Pensando nisso, lágrimas rolaram pelo rosto enrugado de Zhang Dongguan. Jamais imaginara que o Rei do Fogão cuidasse tanto dele. Mesmo depois de errar na vida anterior, o Rei do Fogão ainda velava por ele e pensava no seu futuro após a morte. Realmente, dera trabalho ao Rei do Fogão.

— Rei do Fogão, este servo jamais esquecerá seus conselhos. De hoje em diante, cozinharei com empenho, serei honesto, e não decepcionarei suas expectativas — Zhang Dongguan bateu a cabeça no chão três vezes, emocionado como um jovem, apesar dos mais de setenta anos.

— Pronto, volte a preparar o almoço do Imperador, e não se esqueça da minha... oferenda.

— Sim, senhor, está anotado.

A voz do Rei do Fogão se dissipou. Zhang Dongguan levantou-se rapidamente, sem tempo de limpar a poeira das roupas, e voltou apressado para a tenda. Cortava legumes, manuseava o wok, sentia-se renovado, cheio de energia, como se tivesse rejuvenescido décadas.

Os ajudantes de cozinha olhavam-no com estranheza. O que acontecera com o mestre Zhang? Antes, estava estranho e distraído; agora, depois de ir ao banheiro, parecia outra pessoa, cheio de vigor. De fato, segurar a vontade de urinar não era nada agradável — viram o quanto aquilo o incomodara.
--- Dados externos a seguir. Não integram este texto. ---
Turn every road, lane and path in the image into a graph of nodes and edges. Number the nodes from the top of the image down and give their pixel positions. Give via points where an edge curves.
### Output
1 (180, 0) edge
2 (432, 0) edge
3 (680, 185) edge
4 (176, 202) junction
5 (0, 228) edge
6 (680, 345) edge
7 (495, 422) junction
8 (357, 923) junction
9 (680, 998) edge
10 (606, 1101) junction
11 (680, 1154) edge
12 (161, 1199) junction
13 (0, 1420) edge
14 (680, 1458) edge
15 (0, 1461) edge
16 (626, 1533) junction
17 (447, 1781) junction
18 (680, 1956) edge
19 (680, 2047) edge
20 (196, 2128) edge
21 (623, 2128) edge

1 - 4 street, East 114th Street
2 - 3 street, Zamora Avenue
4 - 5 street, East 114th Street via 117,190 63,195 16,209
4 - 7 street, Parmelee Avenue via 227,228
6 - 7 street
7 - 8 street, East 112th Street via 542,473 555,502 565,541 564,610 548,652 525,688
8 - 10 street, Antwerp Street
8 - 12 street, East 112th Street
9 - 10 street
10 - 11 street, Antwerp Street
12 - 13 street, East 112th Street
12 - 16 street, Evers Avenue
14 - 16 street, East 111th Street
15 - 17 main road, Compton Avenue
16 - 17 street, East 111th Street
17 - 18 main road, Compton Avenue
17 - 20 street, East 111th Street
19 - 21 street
Logo, Zhang Dongguan terminou o preparo do almoço. O acampamento imperial em viagem não era como o palácio; as condições eram limitadas, e o número de pratos era a metade do habitual — apenas trinta e poucos. Para o Rei do Fogão, só poderia oferecer isso; no palácio, seriam setenta ou oitenta pratos, no mínimo.

Após os eunucos levarem o almoço do Imperador, Zhang Dongguan dispensou os ajudantes e, sozinho diante dos trinta e poucos pratos, murmurou:

— Rei do Fogão, por favor, prove primeiro. As condições no acampamento são precárias, mas, quando voltarmos ao palácio, farei questão de lhe oferecer pratos ainda melhores.

Ding...

O som do WeChat tocou. Li Dacheng, que aguardava ansioso, desbloqueou o celular rapidamente. Ao abrir a conversa com Zhang Dongguan, ficou atônito: mais de trinta imagens, cada uma representando um prato sofisticado — aves, pescados, tudo mais bonito do que qualquer foto de cardápio de restaurante. Li Dacheng mal conseguia segurar a saliva.
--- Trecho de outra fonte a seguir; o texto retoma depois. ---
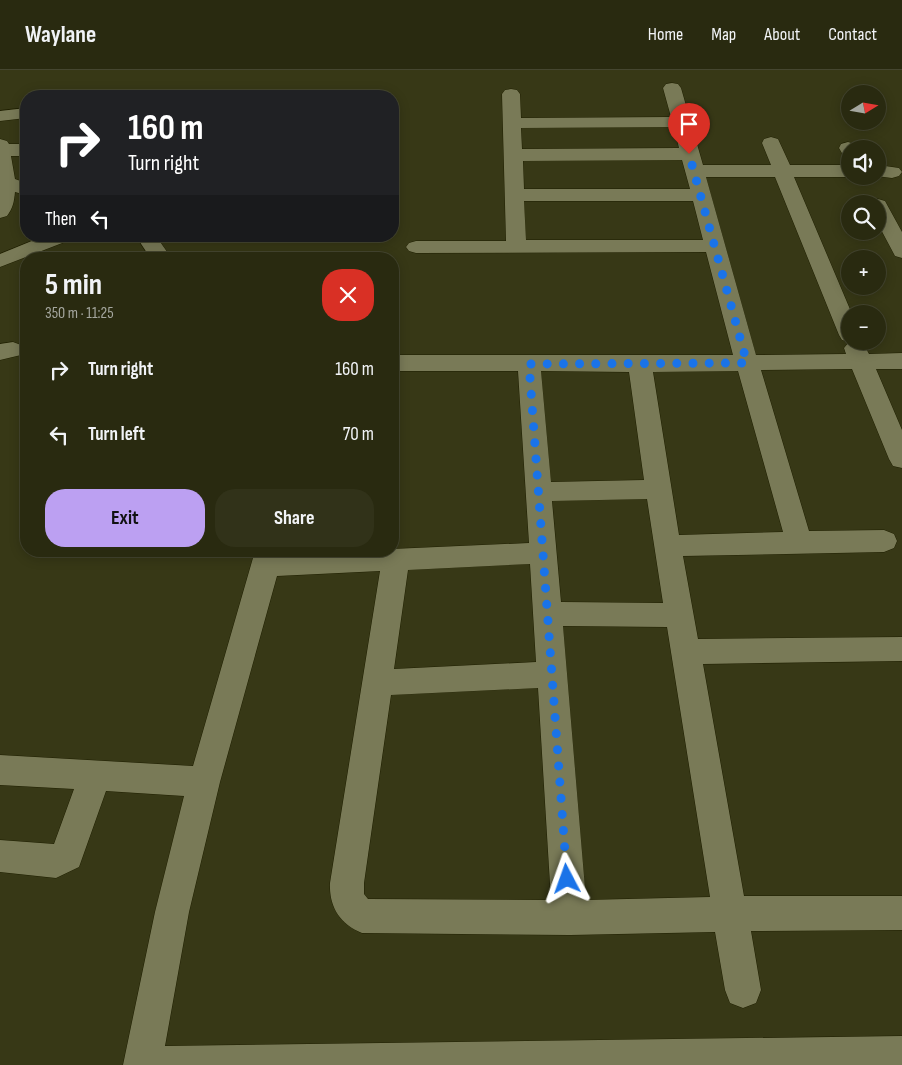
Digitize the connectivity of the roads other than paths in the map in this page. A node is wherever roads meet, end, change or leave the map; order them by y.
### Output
1 (672, 88) dead end
2 (511, 94) dead end
3 (20, 114) edge
4 (0, 116) edge
5 (511, 122) junction
6 (680, 122) junction
7 (771, 144) dead end
8 (1, 148) edge
9 (20, 150) edge
10 (512, 155) junction
11 (691, 163) junction
12 (782, 170) junction
13 (841, 171) edge
14 (4, 175) edge
15 (20, 185) edge
16 (875, 186) edge
17 (514, 195) junction
18 (701, 195) junction
19 (0, 212) edge
20 (48, 242) edge
21 (716, 246) junction
22 (416, 247) dead end
23 (516, 247) junction
24 (23, 252) edge
25 (902, 252) edge
26 (20, 253) edge
27 (0, 261) edge
28 (841, 313) edge
29 (857, 352) edge
30 (902, 361) edge
31 (399, 363) edge
32 (747, 363) junction
33 (529, 364) junction
34 (640, 364) junction
35 (902, 459) edge
36 (658, 489) junction
37 (537, 492) junction
38 (884, 541) dead end
39 (799, 542) junction
40 (668, 546) junction
41 (542, 553) junction
42 (268, 559) edge
43 (396, 560) junction
44 (548, 614) junction
45 (680, 615) junction
46 (902, 649) edge
47 (686, 652) junction
48 (552, 674) junction
49 (377, 683) junction
50 (0, 770) edge
51 (96, 776) junction
52 (204, 782) junction
53 (0, 856) edge
54 (902, 913) edge
55 (731, 914) junction
56 (570, 918) junction
57 (744, 990) dead end
58 (902, 1055) edge
59 (142, 1065) edge
60 (152, 1065) edge

1 - 6 street
2 - 5 street
3 - 4 street
5 - 6 street
5 - 10 street
6 - 11 street
7 - 12 street
8 - 9 street
8 - 14 street
10 - 11 street
10 - 17 street
11 - 12 street
11 - 18 street
12 - 13 street
12 - 28 street
14 - 15 street
14 - 19 street
16 - 25 street
17 - 18 street
17 - 23 street
18 - 21 street
20 - 24 street
21 - 23 street
21 - 32 street
22 - 23 street
26 - 27 street
29 - 30 street
29 - 32 street
29 - 35 street
31 - 33 street
32 - 34 street
32 - 39 street
33 - 34 street
33 - 37 street
34 - 36 street
36 - 37 street
36 - 40 street
37 - 41 street
38 - 39 street
39 - 40 street
40 - 45 street
41 - 43 street
41 - 44 street
42 - 43 street
42 - 52 street
43 - 49 street
44 - 45 street
44 - 48 street
45 - 47 street
46 - 47 street
47 - 55 street
48 - 49 street
48 - 56 street
49 - 56 street
50 - 51 street
51 - 52 street
51 - 53 street
52 - 59 street
54 - 55 street
55 - 56 street
55 - 57 street
58 - 60 street

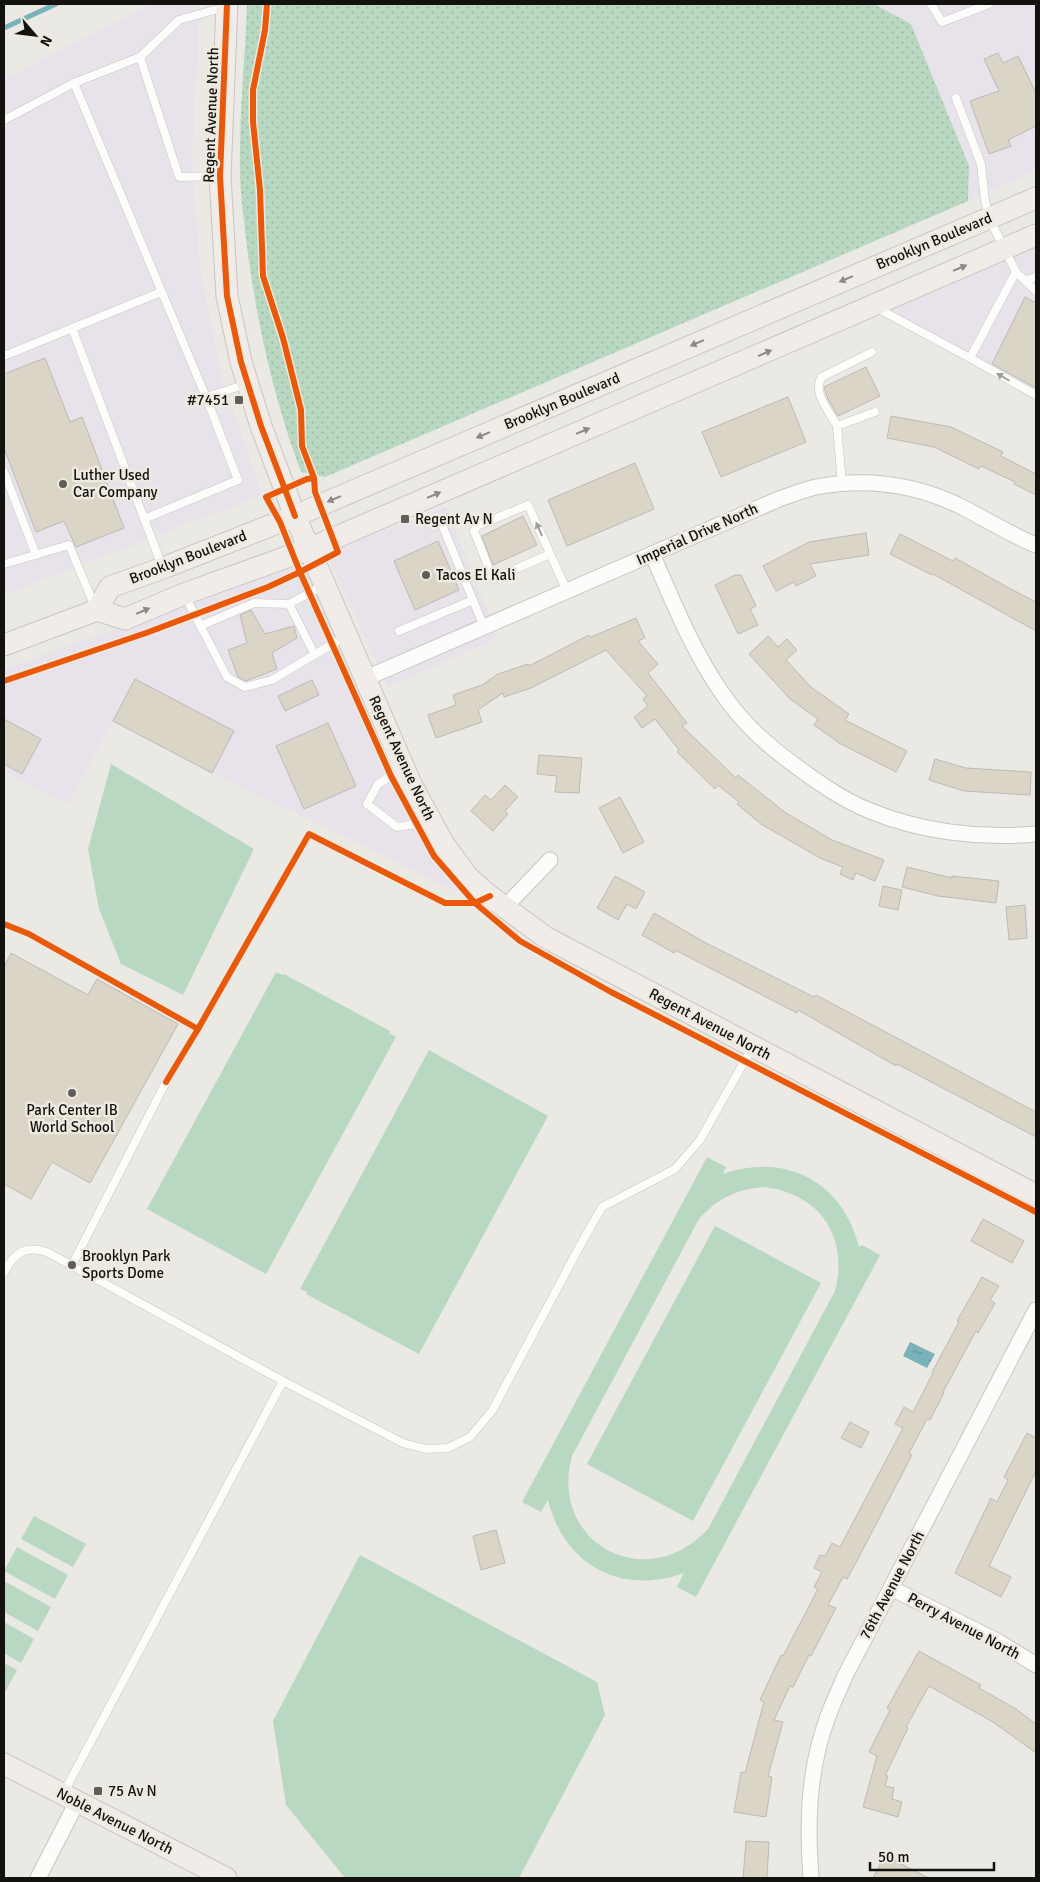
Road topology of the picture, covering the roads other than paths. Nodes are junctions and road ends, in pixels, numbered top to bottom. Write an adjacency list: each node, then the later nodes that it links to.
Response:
1 (931, 4): 2 (lane)
2 (989, 4)
3 (227, 5): 4 (lane); 8 (main road, Regent Avenue North)
4 (140, 57): 5 (lane); 8 (lane)
5 (74, 83): 7 (lane); 17 (lane)
6 (956, 98): 10 (lane)
7 (4, 120)
8 (220, 176): 23 (main road, Regent Avenue North)
9 (1036, 198): 10 (main road, Brooklyn Boulevard)
10 (989, 218): 12 (lane); 30 (main road, Brooklyn Boulevard, one-way to 30)
11 (1036, 235): 12 (main road)
12 (1003, 250): 13 (lane); 18 (main road, one-way to 12)
13 (1016, 272): 15 (lane); 22 (lane)
14 (1036, 277): 15 (lane)
15 (1025, 280): 16 (lane)
16 (1036, 291)
17 (161, 292): 19 (lane); 25 (lane)
18 (873, 306): 22 (lane); 34 (main road, one-way to 18)
19 (72, 328): 21 (lane); 31 (lane)
20 (872, 352): 27 (lane)
21 (4, 356)
22 (970, 358): 24 (lane, one-way to 22)
23 (248, 384): 25 (lane); 30 (main road, Regent Avenue North)
24 (1036, 395)
25 (206, 397): 31 (lane)
26 (875, 412): 27 (lane)
27 (837, 426): 29 (lane)
28 (4, 472): 37 (lane)
29 (842, 484): 33 (street, Imperial Drive North); 36 (street, Imperial Drive North)
30 (295, 516): 34 (main road, Regent Avenue North); 39 (main road, Brooklyn Boulevard)
31 (144, 519): 39 (lane)
32 (433, 526): 43 (lane)
33 (1036, 545)
34 (309, 549): 40 (main road, Regent Avenue North); 42 (main road)
35 (550, 554): 35 (lane, one-way to 35); 41 (lane)
36 (652, 554): 41 (street, Imperial Drive North); 55 (street)
37 (36, 555): 38 (lane); 45 (lane)
38 (4, 564)
39 (163, 568): 45 (main road, Brooklyn Boulevard)
40 (326, 585): 44 (lane); 49 (main road, Regent Avenue North)
41 (567, 591): 47 (street, Imperial Drive North)
42 (184, 594): 45 (main road, one-way to 42); 46 (lane)
43 (473, 600): 47 (lane); 48 (lane)
44 (289, 604): 46 (lane); 51 (lane)
45 (96, 610): 50 (main road)
46 (200, 626): 51 (lane)
47 (484, 627): 52 (street, Imperial Drive North)
48 (399, 631)
49 (348, 635): 51 (lane); 52 (main road, Regent Avenue North)
50 (4, 645)
51 (315, 654)
52 (366, 678): 53 (main road, Regent Avenue North)
53 (404, 768): 54 (main road, Regent Avenue North); 54 (lane)
54 (431, 822): 57 (main road, Regent Avenue North)
55 (1036, 834)
56 (550, 860): 57 (street)
57 (504, 908): 58 (main road, Regent Avenue North)
58 (753, 1047): 60 (main road, Regent Avenue North); 64 (lane)
59 (166, 1082): 61 (lane)
60 (1036, 1195)
61 (72, 1265): 62 (lane); 64 (lane)
62 (4, 1273)
63 (1036, 1310): 65 (street, 76th Avenue North)
64 (283, 1381): 68 (lane)
65 (891, 1588): 66 (street, Perry Avenue North); 71 (street, 76th Avenue North)
66 (1036, 1665)
67 (4, 1764): 68 (main road, Noble Avenue North)
68 (70, 1798): 69 (street); 70 (main road, Noble Avenue North)
69 (38, 1878)
70 (226, 1878)
71 (811, 1878)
Tudo o que pedira era que Zhang Dongguan preparasse uma porção extra dos pratos destinados ao Imperador, mas... seriam mesmo mais de trinta pratos para um só almoço? Que vida esplêndida tinha o Imperador!

Li Dacheng clicava nas fotos, uma a uma, e cada prato ia sendo adicionado à sua lista de desejos. Havia nome e preço em cada um deles.

Ninho de andorinha ao açúcar: oito taéis de prata.
Carne de porco grelhada com sal: cinco taéis.
Quatro tesouros ao vapor: nove taéis.

Os olhos de Li Dacheng brilhavam. Que luxo! Uma única refeição custava centenas de taéis de prata — dinheiro suficiente para alimentar uma família comum por anos.

Não era de se admirar que todos quisessem ser imperador; até irmãos disputavam o trono até a morte. No fim, o imperador era o maior apreciador da boa mesa, e, por isso, todos lutavam para chegar lá.

Enquanto isso, Zhang Dongguan também estava atordoado. Viu, estupefato, seus pratos sumirem um a um diante de seus olhos, como se tudo não passasse de um sonho.

Rei do Fogão, seus poderes são infinitos. Que o senhor coma e beba à vontade.

...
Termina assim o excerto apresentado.